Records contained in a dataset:

####

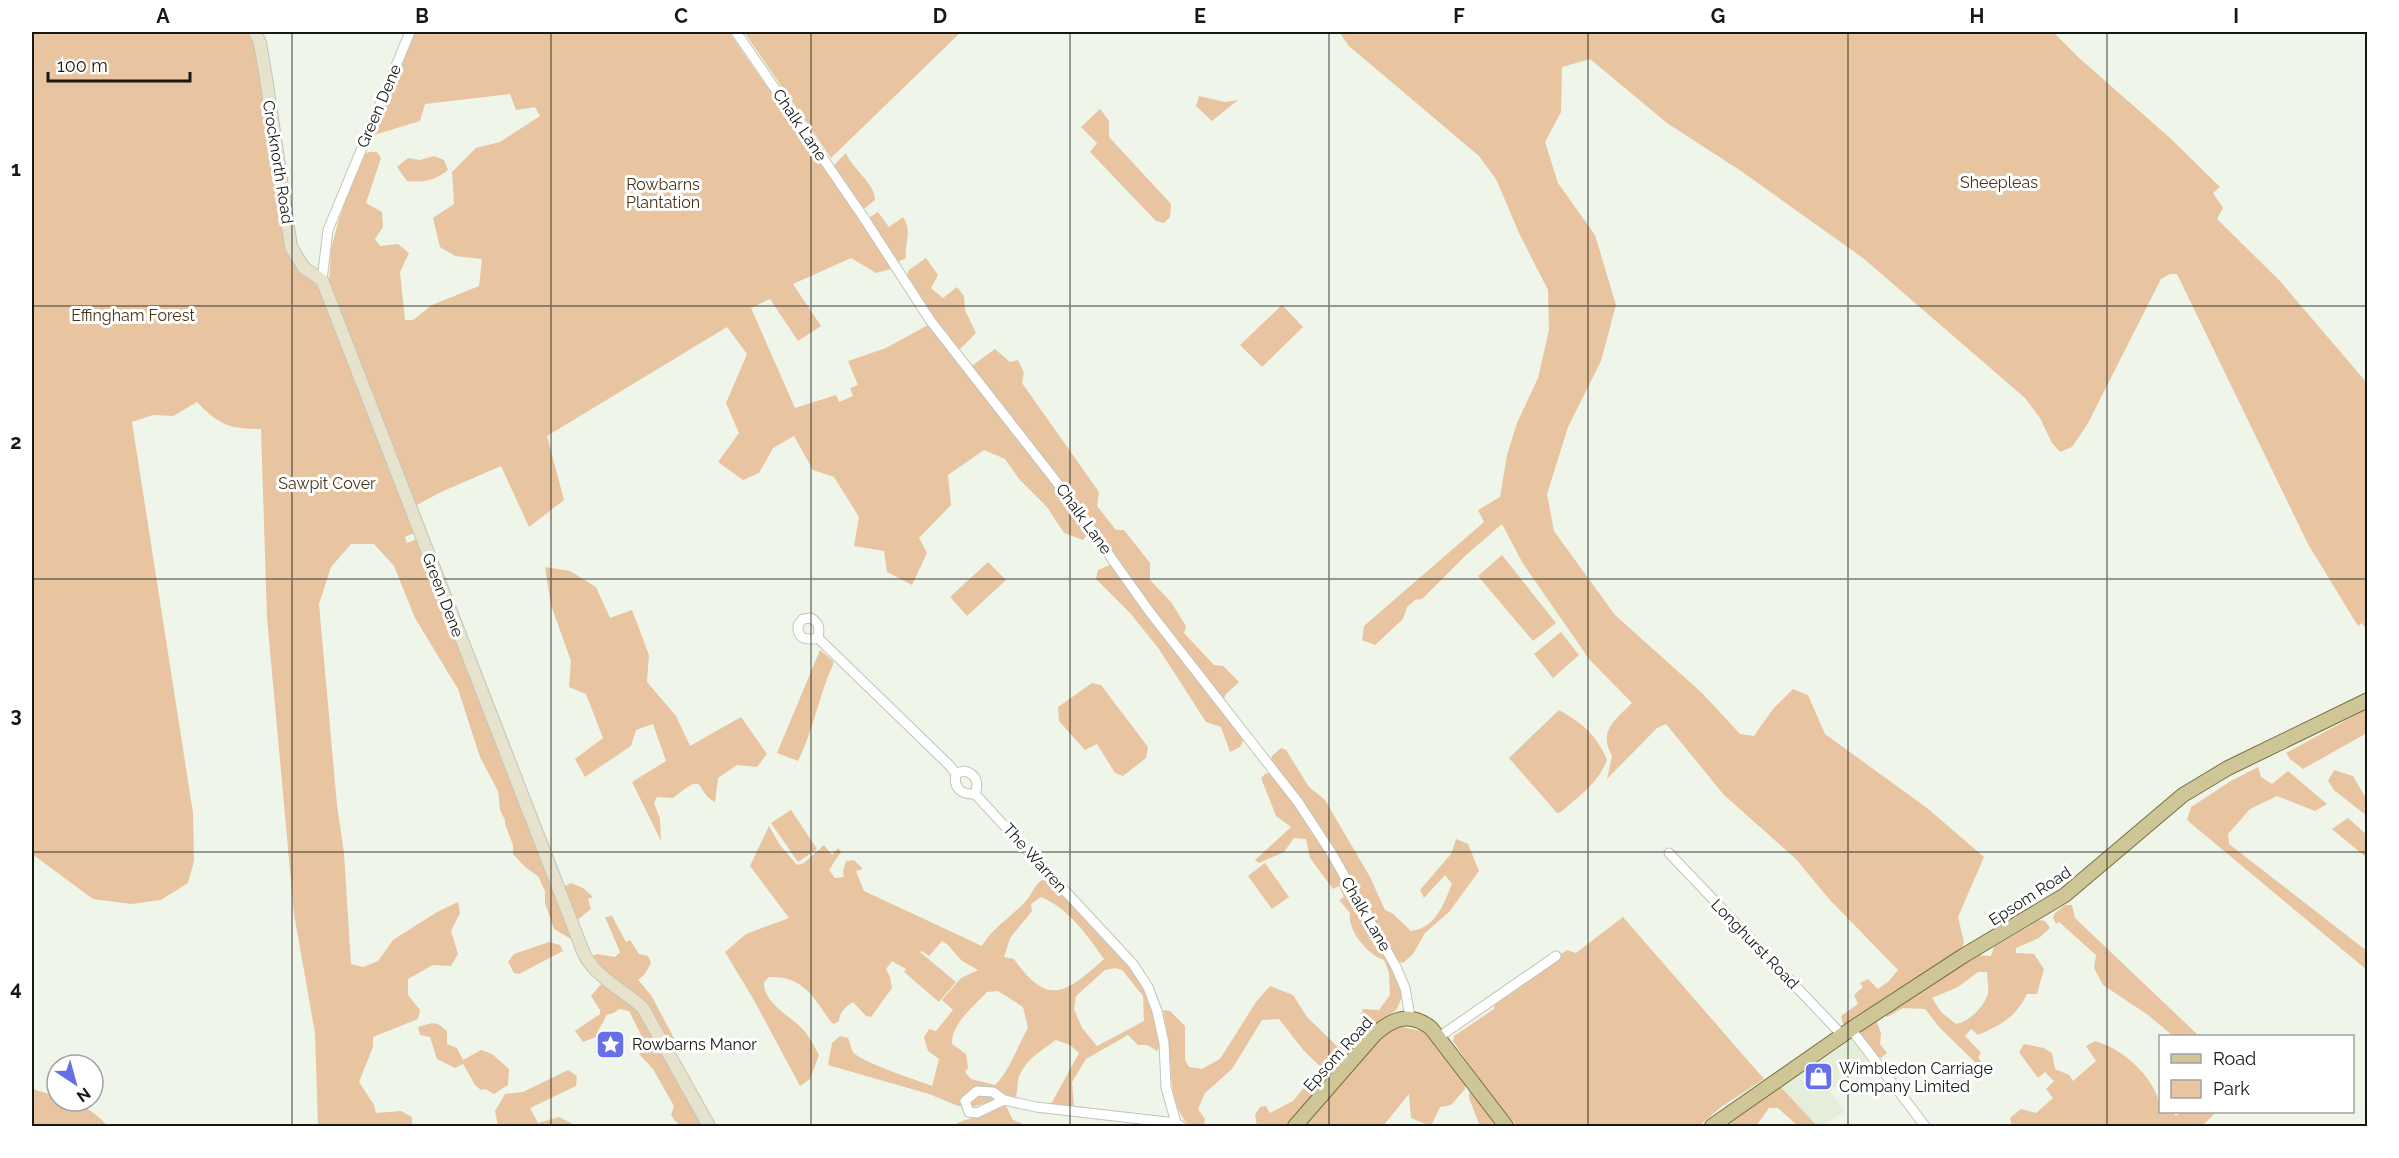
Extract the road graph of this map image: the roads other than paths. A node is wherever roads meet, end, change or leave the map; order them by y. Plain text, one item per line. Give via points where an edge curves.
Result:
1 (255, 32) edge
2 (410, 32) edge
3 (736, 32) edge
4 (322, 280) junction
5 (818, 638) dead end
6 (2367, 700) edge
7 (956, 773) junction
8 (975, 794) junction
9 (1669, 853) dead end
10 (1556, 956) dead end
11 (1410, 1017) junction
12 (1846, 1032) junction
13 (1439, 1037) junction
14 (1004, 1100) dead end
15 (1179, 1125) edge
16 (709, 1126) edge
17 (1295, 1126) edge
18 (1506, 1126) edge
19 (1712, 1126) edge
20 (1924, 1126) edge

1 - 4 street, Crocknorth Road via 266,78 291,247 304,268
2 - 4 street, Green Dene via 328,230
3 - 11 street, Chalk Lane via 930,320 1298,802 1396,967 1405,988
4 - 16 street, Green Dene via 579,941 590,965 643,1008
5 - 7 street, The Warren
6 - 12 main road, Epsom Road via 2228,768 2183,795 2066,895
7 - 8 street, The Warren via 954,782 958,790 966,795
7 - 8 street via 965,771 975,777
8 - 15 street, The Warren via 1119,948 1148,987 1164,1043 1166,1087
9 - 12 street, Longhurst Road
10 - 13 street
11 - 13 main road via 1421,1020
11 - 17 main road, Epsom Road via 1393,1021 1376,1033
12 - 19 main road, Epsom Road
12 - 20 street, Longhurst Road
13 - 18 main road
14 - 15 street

####

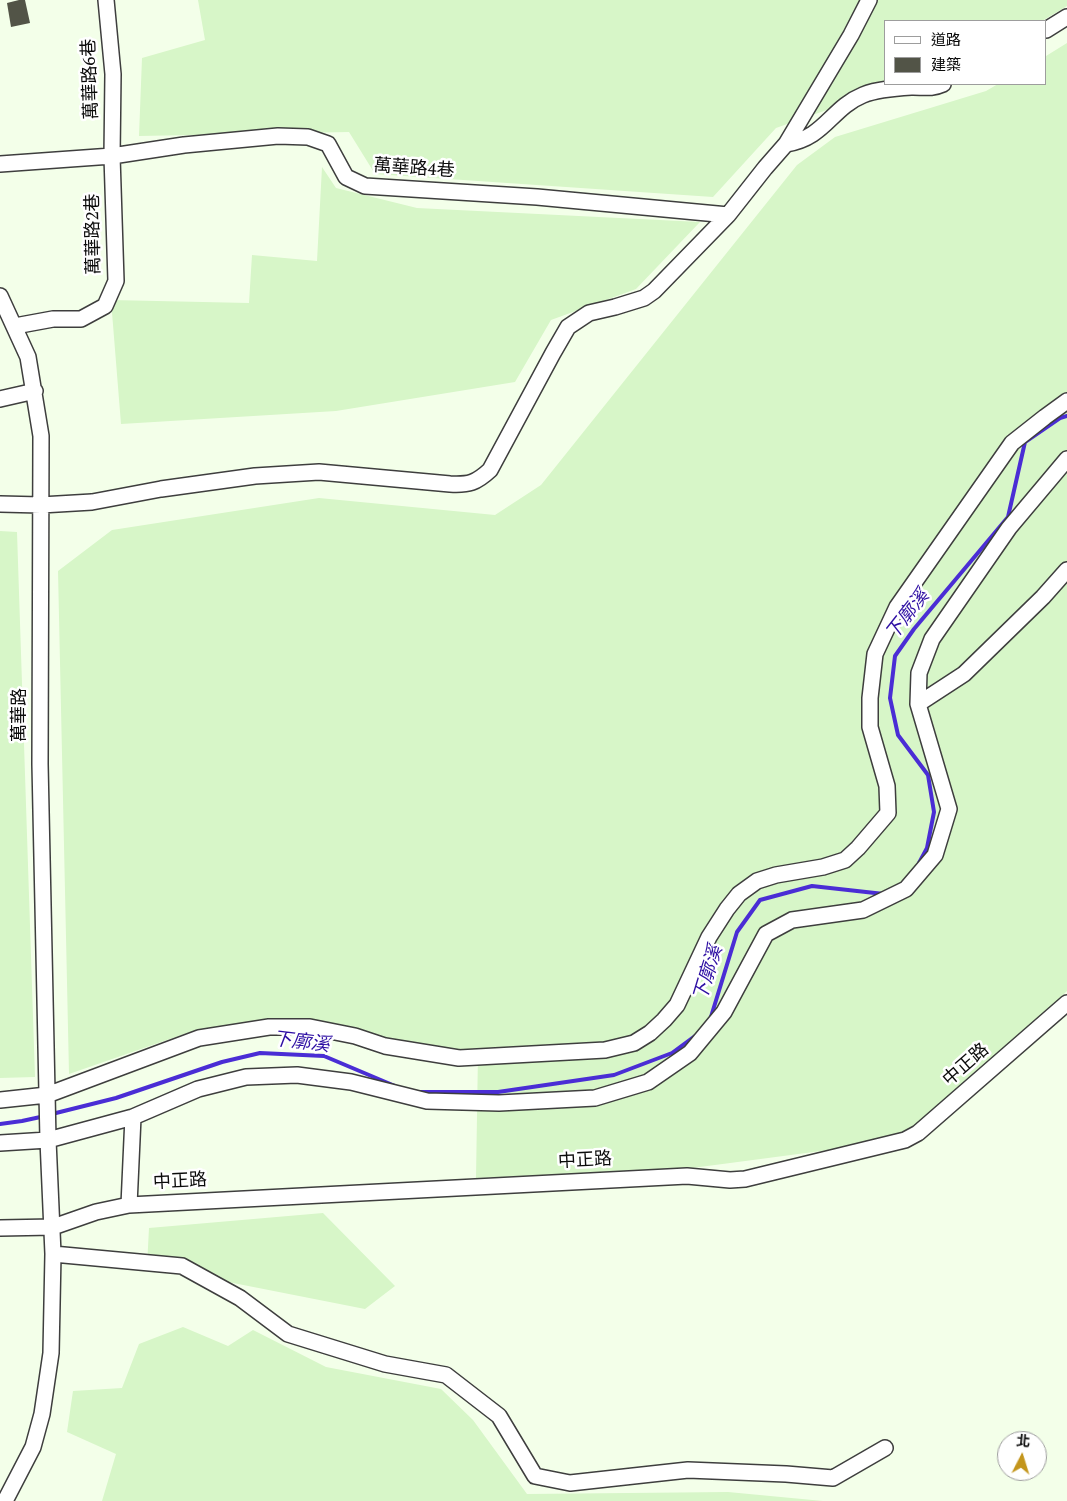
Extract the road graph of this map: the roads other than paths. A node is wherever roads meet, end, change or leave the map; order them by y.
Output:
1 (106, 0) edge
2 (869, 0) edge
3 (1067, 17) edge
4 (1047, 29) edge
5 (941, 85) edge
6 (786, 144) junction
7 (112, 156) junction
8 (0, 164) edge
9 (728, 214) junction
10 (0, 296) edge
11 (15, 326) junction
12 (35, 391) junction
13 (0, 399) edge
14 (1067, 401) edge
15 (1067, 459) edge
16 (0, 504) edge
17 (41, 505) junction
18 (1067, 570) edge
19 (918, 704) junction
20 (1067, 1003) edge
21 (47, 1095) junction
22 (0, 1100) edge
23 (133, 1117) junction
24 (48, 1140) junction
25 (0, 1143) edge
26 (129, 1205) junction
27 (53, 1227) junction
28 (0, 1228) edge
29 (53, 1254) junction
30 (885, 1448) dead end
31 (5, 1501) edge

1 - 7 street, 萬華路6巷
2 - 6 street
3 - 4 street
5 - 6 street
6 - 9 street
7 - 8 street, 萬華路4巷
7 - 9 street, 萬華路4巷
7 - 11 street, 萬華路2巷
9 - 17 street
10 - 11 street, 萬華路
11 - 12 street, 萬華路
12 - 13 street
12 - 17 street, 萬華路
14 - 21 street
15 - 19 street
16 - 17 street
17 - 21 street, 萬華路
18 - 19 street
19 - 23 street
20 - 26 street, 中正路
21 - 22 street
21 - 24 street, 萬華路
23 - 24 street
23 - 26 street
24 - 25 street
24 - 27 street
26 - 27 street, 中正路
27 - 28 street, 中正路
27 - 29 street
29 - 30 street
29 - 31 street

####

> WHAT THE TASK ASKS
Every line above with the word "Extract" is to be copied out.

> ANSWER TO THIS EXERCISE
Extract the road graph of this map image: the roads other than paths. A node is wherever roads meet, end, change or leave the map; order them by y. Plain text, one item per line. Give via points where an edge curves.
Extract the road graph of this map: the roads other than paths. A node is wherever roads meet, end, change or leave the map; order them by y.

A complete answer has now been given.